### What you are asked to do
The response should be the lines of the data, starting at the first and ending at the one that contains "w h 8 [w 0 0", copied without change.

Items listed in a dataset
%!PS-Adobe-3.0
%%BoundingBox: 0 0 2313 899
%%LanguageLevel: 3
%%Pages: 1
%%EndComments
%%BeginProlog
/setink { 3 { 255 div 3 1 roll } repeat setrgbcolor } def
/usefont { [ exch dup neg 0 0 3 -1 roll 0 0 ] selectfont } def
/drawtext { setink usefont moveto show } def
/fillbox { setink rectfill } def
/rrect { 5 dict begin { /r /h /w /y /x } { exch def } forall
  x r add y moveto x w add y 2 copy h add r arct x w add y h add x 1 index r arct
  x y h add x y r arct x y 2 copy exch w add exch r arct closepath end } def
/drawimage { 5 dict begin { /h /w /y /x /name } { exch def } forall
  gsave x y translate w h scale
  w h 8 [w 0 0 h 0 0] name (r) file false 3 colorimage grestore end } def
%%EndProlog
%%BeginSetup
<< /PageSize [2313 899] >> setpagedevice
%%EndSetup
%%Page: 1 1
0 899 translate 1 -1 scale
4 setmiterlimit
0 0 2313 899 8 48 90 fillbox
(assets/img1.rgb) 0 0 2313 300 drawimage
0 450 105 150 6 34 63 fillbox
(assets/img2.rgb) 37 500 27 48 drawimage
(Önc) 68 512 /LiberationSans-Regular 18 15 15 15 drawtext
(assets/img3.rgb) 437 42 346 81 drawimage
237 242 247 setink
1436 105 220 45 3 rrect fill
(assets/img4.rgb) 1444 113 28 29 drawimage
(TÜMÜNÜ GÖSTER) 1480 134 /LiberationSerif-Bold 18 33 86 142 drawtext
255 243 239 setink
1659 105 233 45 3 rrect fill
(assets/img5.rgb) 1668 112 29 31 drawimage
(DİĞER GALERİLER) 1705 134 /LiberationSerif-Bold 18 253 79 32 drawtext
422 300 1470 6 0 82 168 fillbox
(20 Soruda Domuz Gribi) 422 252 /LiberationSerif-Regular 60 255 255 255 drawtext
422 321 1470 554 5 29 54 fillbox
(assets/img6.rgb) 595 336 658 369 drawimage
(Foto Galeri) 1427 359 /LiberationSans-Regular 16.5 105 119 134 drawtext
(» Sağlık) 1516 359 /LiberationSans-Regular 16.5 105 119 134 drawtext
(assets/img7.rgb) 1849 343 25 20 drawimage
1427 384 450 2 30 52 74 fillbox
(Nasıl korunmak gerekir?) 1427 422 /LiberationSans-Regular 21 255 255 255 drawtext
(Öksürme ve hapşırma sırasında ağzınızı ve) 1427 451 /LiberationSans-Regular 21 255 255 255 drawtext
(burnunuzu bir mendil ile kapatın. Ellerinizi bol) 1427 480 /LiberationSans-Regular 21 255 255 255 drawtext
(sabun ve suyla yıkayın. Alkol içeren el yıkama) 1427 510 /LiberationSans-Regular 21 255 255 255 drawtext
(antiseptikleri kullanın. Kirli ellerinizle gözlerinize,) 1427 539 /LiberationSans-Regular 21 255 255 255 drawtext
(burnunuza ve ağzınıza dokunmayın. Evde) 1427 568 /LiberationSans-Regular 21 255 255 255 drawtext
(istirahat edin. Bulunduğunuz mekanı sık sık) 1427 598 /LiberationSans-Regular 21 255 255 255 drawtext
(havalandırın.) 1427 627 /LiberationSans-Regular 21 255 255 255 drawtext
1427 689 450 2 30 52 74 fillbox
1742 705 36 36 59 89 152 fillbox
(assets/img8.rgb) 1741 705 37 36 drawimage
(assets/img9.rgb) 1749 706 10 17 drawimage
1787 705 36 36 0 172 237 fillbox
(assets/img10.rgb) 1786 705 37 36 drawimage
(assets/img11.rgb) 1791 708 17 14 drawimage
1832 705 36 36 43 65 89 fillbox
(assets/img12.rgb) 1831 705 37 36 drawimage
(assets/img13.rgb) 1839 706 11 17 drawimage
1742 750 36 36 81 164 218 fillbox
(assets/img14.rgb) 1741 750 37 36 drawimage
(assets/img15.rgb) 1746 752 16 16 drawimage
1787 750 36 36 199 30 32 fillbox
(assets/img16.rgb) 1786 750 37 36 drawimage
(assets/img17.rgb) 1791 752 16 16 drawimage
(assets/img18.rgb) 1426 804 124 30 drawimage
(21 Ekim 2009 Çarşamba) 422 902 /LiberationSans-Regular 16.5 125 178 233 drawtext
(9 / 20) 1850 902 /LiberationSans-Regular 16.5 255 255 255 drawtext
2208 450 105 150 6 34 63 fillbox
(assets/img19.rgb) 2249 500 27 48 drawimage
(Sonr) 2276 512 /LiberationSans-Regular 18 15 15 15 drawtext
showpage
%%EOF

### Solution to the exercise
%!PS-Adobe-3.0
%%BoundingBox: 0 0 2313 899
%%LanguageLevel: 3
%%Pages: 1
%%EndComments
%%BeginProlog
/setink { 3 { 255 div 3 1 roll } repeat setrgbcolor } def
/usefont { [ exch dup neg 0 0 3 -1 roll 0 0 ] selectfont } def
/drawtext { setink usefont moveto show } def
/fillbox { setink rectfill } def
/rrect { 5 dict begin { /r /h /w /y /x } { exch def } forall
  x r add y moveto x w add y 2 copy h add r arct x w add y h add x 1 index r arct
  x y h add x y r arct x y 2 copy exch w add exch r arct closepath end } def
/drawimage { 5 dict begin { /h /w /y /x /name } { exch def } forall
  gsave x y translate w h scale
  w h 8 [w 0 0 h 0 0] name (r) file false 3 colorimage grestore end } def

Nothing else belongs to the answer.